(Data records)
───

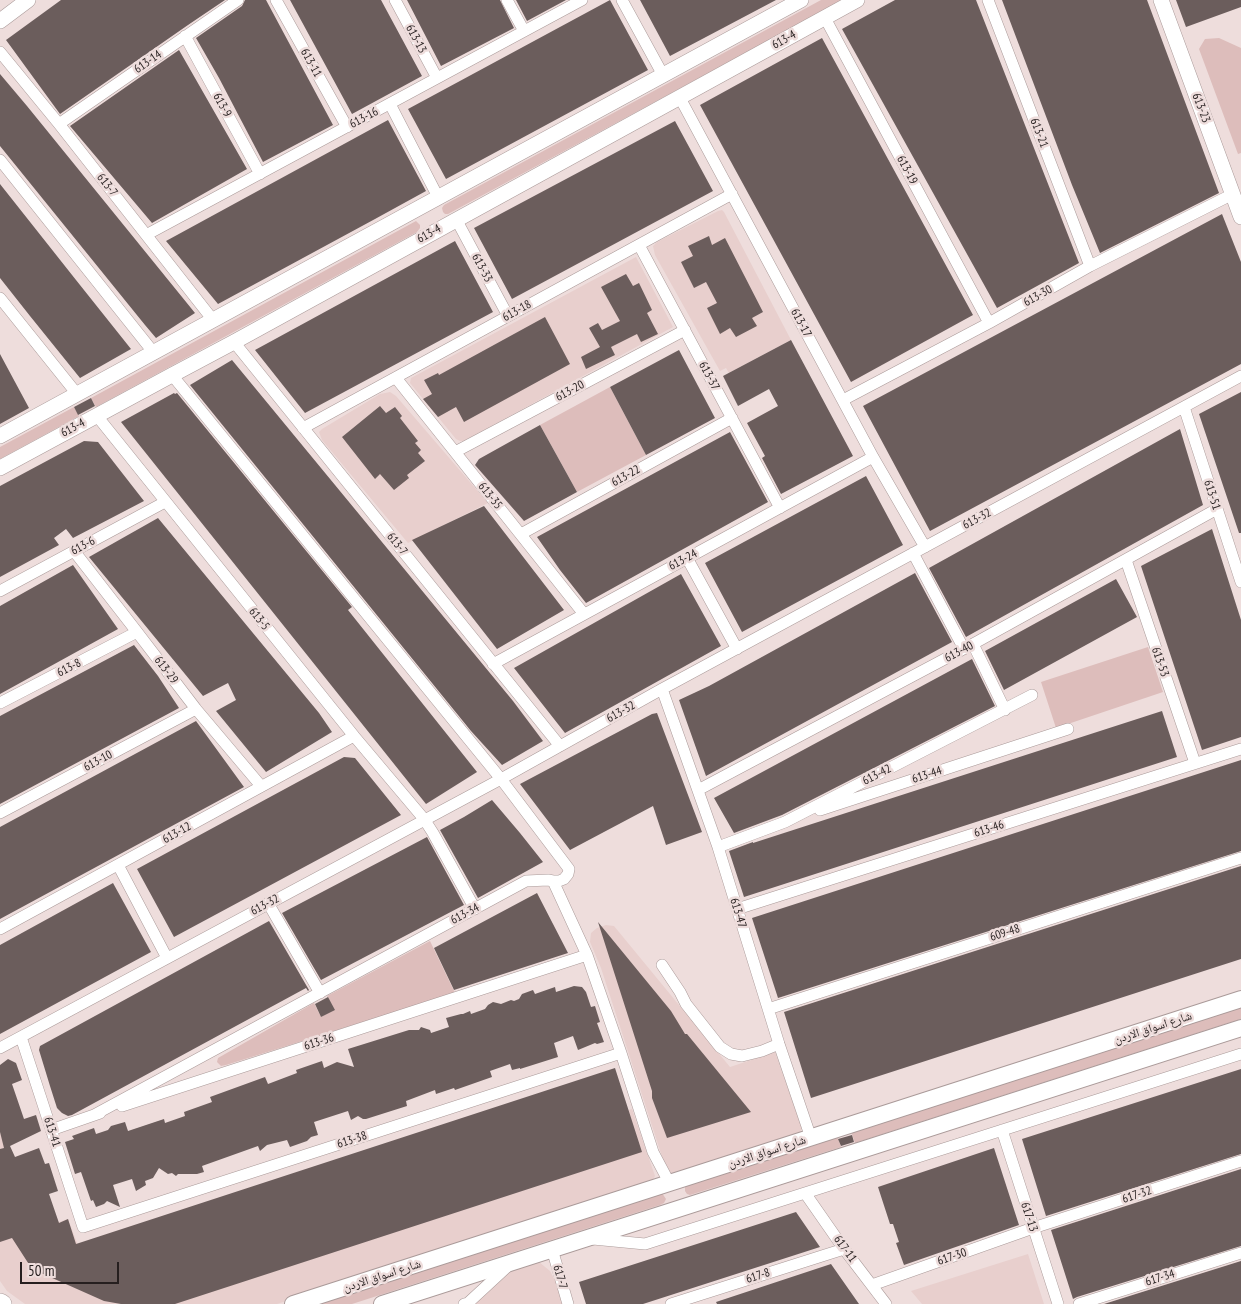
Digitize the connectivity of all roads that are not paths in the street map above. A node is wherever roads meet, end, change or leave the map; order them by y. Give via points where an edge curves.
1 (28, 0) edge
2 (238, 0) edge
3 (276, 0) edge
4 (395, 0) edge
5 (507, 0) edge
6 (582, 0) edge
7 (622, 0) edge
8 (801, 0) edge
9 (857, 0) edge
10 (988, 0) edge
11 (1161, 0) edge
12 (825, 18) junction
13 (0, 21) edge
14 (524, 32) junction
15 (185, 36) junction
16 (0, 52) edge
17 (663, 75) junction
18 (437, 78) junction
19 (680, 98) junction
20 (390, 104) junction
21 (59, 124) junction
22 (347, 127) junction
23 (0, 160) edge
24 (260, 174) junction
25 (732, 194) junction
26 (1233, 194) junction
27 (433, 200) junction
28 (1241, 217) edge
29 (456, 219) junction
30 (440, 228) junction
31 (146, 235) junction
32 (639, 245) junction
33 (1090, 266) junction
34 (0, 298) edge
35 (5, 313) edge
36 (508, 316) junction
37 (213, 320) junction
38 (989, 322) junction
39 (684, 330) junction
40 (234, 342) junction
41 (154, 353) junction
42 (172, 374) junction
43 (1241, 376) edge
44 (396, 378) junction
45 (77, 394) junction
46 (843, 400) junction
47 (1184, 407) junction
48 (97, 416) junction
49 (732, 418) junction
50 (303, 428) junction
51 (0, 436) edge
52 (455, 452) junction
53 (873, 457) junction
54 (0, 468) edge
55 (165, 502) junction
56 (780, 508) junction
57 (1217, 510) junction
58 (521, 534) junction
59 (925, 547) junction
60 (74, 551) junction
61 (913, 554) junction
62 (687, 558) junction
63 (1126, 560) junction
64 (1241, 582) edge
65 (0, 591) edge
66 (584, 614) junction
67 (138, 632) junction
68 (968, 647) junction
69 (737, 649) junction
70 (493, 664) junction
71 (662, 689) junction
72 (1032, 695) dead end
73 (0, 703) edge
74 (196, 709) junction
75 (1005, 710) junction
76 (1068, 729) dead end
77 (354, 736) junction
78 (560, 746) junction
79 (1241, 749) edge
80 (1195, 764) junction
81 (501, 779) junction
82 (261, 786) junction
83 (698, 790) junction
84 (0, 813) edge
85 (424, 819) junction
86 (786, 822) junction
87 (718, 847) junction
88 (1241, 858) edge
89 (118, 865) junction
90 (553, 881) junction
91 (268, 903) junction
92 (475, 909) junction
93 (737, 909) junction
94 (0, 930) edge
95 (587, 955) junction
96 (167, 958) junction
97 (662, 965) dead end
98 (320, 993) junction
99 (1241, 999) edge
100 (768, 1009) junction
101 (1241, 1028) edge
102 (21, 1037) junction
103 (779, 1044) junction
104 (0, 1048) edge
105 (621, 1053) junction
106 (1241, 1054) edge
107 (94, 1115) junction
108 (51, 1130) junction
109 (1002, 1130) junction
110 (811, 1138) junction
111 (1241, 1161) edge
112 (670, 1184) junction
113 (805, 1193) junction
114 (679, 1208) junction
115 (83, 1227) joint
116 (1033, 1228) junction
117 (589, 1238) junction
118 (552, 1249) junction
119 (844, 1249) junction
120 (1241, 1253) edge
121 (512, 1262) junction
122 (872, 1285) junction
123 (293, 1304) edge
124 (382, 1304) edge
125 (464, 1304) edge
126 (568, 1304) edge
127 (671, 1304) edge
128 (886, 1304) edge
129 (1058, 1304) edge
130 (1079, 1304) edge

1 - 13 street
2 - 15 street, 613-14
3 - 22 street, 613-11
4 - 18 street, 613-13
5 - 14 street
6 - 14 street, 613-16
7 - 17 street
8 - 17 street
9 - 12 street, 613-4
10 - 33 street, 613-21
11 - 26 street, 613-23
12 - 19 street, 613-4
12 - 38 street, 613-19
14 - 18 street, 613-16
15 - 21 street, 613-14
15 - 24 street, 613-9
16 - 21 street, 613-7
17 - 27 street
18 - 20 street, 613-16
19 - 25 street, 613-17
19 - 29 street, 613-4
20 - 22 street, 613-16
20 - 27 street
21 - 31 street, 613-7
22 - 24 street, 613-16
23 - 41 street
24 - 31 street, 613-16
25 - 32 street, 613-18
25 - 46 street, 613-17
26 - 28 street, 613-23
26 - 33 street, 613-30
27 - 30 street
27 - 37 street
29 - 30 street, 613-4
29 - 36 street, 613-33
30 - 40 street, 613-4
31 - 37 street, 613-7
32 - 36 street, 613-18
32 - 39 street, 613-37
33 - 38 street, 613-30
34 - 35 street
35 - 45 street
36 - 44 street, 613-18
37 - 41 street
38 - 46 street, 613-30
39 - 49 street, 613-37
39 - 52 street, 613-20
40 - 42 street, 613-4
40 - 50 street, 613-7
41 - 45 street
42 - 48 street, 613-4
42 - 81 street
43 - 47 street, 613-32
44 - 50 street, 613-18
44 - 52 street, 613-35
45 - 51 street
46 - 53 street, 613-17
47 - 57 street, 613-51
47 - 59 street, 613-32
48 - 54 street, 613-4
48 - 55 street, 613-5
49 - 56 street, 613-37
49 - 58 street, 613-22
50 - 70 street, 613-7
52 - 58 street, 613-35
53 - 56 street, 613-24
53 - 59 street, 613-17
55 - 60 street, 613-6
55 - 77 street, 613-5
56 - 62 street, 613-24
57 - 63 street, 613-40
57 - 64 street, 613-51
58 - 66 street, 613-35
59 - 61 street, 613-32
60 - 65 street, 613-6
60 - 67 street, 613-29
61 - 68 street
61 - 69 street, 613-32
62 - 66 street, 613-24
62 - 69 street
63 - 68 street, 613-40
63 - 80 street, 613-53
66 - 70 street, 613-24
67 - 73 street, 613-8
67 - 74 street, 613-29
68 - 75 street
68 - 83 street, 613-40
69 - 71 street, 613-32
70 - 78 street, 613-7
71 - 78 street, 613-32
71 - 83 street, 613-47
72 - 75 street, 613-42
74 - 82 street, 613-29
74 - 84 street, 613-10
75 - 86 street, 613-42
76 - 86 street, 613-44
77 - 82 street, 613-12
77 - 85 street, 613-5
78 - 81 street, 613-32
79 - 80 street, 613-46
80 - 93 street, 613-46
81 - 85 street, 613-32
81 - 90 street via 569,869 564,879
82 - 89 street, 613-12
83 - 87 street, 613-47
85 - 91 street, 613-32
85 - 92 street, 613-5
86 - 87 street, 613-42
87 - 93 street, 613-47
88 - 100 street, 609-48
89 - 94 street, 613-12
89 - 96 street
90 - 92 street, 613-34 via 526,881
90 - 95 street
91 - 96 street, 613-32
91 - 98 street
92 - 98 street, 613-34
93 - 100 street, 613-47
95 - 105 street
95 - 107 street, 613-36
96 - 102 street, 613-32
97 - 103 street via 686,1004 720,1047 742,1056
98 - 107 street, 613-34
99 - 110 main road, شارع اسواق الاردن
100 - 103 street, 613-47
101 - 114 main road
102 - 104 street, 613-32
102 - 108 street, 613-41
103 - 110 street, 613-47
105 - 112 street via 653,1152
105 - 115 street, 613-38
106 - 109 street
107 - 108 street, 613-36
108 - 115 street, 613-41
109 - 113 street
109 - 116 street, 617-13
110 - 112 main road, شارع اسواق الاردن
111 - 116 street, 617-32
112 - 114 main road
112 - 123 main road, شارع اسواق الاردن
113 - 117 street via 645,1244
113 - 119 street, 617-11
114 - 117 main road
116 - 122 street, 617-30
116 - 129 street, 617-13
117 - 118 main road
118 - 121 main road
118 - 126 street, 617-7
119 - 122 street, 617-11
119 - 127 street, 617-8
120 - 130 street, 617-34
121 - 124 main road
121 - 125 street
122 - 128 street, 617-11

───

Exercise description: Please print all the lines above exactly as given and leave out every picture.

Result of this exercise:
Digitize the connectivity of all roads that are not paths in the street map above. A node is wherever roads meet, end, change or leave the map; order them by y. Give via points where an edge curves.
1 (28, 0) edge
2 (238, 0) edge
3 (276, 0) edge
4 (395, 0) edge
5 (507, 0) edge
6 (582, 0) edge
7 (622, 0) edge
8 (801, 0) edge
9 (857, 0) edge
10 (988, 0) edge
11 (1161, 0) edge
12 (825, 18) junction
13 (0, 21) edge
14 (524, 32) junction
15 (185, 36) junction
16 (0, 52) edge
17 (663, 75) junction
18 (437, 78) junction
19 (680, 98) junction
20 (390, 104) junction
21 (59, 124) junction
22 (347, 127) junction
23 (0, 160) edge
24 (260, 174) junction
25 (732, 194) junction
26 (1233, 194) junction
27 (433, 200) junction
28 (1241, 217) edge
29 (456, 219) junction
30 (440, 228) junction
31 (146, 235) junction
32 (639, 245) junction
33 (1090, 266) junction
34 (0, 298) edge
35 (5, 313) edge
36 (508, 316) junction
37 (213, 320) junction
38 (989, 322) junction
39 (684, 330) junction
40 (234, 342) junction
41 (154, 353) junction
42 (172, 374) junction
43 (1241, 376) edge
44 (396, 378) junction
45 (77, 394) junction
46 (843, 400) junction
47 (1184, 407) junction
48 (97, 416) junction
49 (732, 418) junction
50 (303, 428) junction
51 (0, 436) edge
52 (455, 452) junction
53 (873, 457) junction
54 (0, 468) edge
55 (165, 502) junction
56 (780, 508) junction
57 (1217, 510) junction
58 (521, 534) junction
59 (925, 547) junction
60 (74, 551) junction
61 (913, 554) junction
62 (687, 558) junction
63 (1126, 560) junction
64 (1241, 582) edge
65 (0, 591) edge
66 (584, 614) junction
67 (138, 632) junction
68 (968, 647) junction
69 (737, 649) junction
70 (493, 664) junction
71 (662, 689) junction
72 (1032, 695) dead end
73 (0, 703) edge
74 (196, 709) junction
75 (1005, 710) junction
76 (1068, 729) dead end
77 (354, 736) junction
78 (560, 746) junction
79 (1241, 749) edge
80 (1195, 764) junction
81 (501, 779) junction
82 (261, 786) junction
83 (698, 790) junction
84 (0, 813) edge
85 (424, 819) junction
86 (786, 822) junction
87 (718, 847) junction
88 (1241, 858) edge
89 (118, 865) junction
90 (553, 881) junction
91 (268, 903) junction
92 (475, 909) junction
93 (737, 909) junction
94 (0, 930) edge
95 (587, 955) junction
96 (167, 958) junction
97 (662, 965) dead end
98 (320, 993) junction
99 (1241, 999) edge
100 (768, 1009) junction
101 (1241, 1028) edge
102 (21, 1037) junction
103 (779, 1044) junction
104 (0, 1048) edge
105 (621, 1053) junction
106 (1241, 1054) edge
107 (94, 1115) junction
108 (51, 1130) junction
109 (1002, 1130) junction
110 (811, 1138) junction
111 (1241, 1161) edge
112 (670, 1184) junction
113 (805, 1193) junction
114 (679, 1208) junction
115 (83, 1227) joint
116 (1033, 1228) junction
117 (589, 1238) junction
118 (552, 1249) junction
119 (844, 1249) junction
120 (1241, 1253) edge
121 (512, 1262) junction
122 (872, 1285) junction
123 (293, 1304) edge
124 (382, 1304) edge
125 (464, 1304) edge
126 (568, 1304) edge
127 (671, 1304) edge
128 (886, 1304) edge
129 (1058, 1304) edge
130 (1079, 1304) edge

1 - 13 street
2 - 15 street, 613-14
3 - 22 street, 613-11
4 - 18 street, 613-13
5 - 14 street
6 - 14 street, 613-16
7 - 17 street
8 - 17 street
9 - 12 street, 613-4
10 - 33 street, 613-21
11 - 26 street, 613-23
12 - 19 street, 613-4
12 - 38 street, 613-19
14 - 18 street, 613-16
15 - 21 street, 613-14
15 - 24 street, 613-9
16 - 21 street, 613-7
17 - 27 street
18 - 20 street, 613-16
19 - 25 street, 613-17
19 - 29 street, 613-4
20 - 22 street, 613-16
20 - 27 street
21 - 31 street, 613-7
22 - 24 street, 613-16
23 - 41 street
24 - 31 street, 613-16
25 - 32 street, 613-18
25 - 46 street, 613-17
26 - 28 street, 613-23
26 - 33 street, 613-30
27 - 30 street
27 - 37 street
29 - 30 street, 613-4
29 - 36 street, 613-33
30 - 40 street, 613-4
31 - 37 street, 613-7
32 - 36 street, 613-18
32 - 39 street, 613-37
33 - 38 street, 613-30
34 - 35 street
35 - 45 street
36 - 44 street, 613-18
37 - 41 street
38 - 46 street, 613-30
39 - 49 street, 613-37
39 - 52 street, 613-20
40 - 42 street, 613-4
40 - 50 street, 613-7
41 - 45 street
42 - 48 street, 613-4
42 - 81 street
43 - 47 street, 613-32
44 - 50 street, 613-18
44 - 52 street, 613-35
45 - 51 street
46 - 53 street, 613-17
47 - 57 street, 613-51
47 - 59 street, 613-32
48 - 54 street, 613-4
48 - 55 street, 613-5
49 - 56 street, 613-37
49 - 58 street, 613-22
50 - 70 street, 613-7
52 - 58 street, 613-35
53 - 56 street, 613-24
53 - 59 street, 613-17
55 - 60 street, 613-6
55 - 77 street, 613-5
56 - 62 street, 613-24
57 - 63 street, 613-40
57 - 64 street, 613-51
58 - 66 street, 613-35
59 - 61 street, 613-32
60 - 65 street, 613-6
60 - 67 street, 613-29
61 - 68 street
61 - 69 street, 613-32
62 - 66 street, 613-24
62 - 69 street
63 - 68 street, 613-40
63 - 80 street, 613-53
66 - 70 street, 613-24
67 - 73 street, 613-8
67 - 74 street, 613-29
68 - 75 street
68 - 83 street, 613-40
69 - 71 street, 613-32
70 - 78 street, 613-7
71 - 78 street, 613-32
71 - 83 street, 613-47
72 - 75 street, 613-42
74 - 82 street, 613-29
74 - 84 street, 613-10
75 - 86 street, 613-42
76 - 86 street, 613-44
77 - 82 street, 613-12
77 - 85 street, 613-5
78 - 81 street, 613-32
79 - 80 street, 613-46
80 - 93 street, 613-46
81 - 85 street, 613-32
81 - 90 street via 569,869 564,879
82 - 89 street, 613-12
83 - 87 street, 613-47
85 - 91 street, 613-32
85 - 92 street, 613-5
86 - 87 street, 613-42
87 - 93 street, 613-47
88 - 100 street, 609-48
89 - 94 street, 613-12
89 - 96 street
90 - 92 street, 613-34 via 526,881
90 - 95 street
91 - 96 street, 613-32
91 - 98 street
92 - 98 street, 613-34
93 - 100 street, 613-47
95 - 105 street
95 - 107 street, 613-36
96 - 102 street, 613-32
97 - 103 street via 686,1004 720,1047 742,1056
98 - 107 street, 613-34
99 - 110 main road, شارع اسواق الاردن
100 - 103 street, 613-47
101 - 114 main road
102 - 104 street, 613-32
102 - 108 street, 613-41
103 - 110 street, 613-47
105 - 112 street via 653,1152
105 - 115 street, 613-38
106 - 109 street
107 - 108 street, 613-36
108 - 115 street, 613-41
109 - 113 street
109 - 116 street, 617-13
110 - 112 main road, شارع اسواق الاردن
111 - 116 street, 617-32
112 - 114 main road
112 - 123 main road, شارع اسواق الاردن
113 - 117 street via 645,1244
113 - 119 street, 617-11
114 - 117 main road
116 - 122 street, 617-30
116 - 129 street, 617-13
117 - 118 main road
118 - 121 main road
118 - 126 street, 617-7
119 - 122 street, 617-11
119 - 127 street, 617-8
120 - 130 street, 617-34
121 - 124 main road
121 - 125 street
122 - 128 street, 617-11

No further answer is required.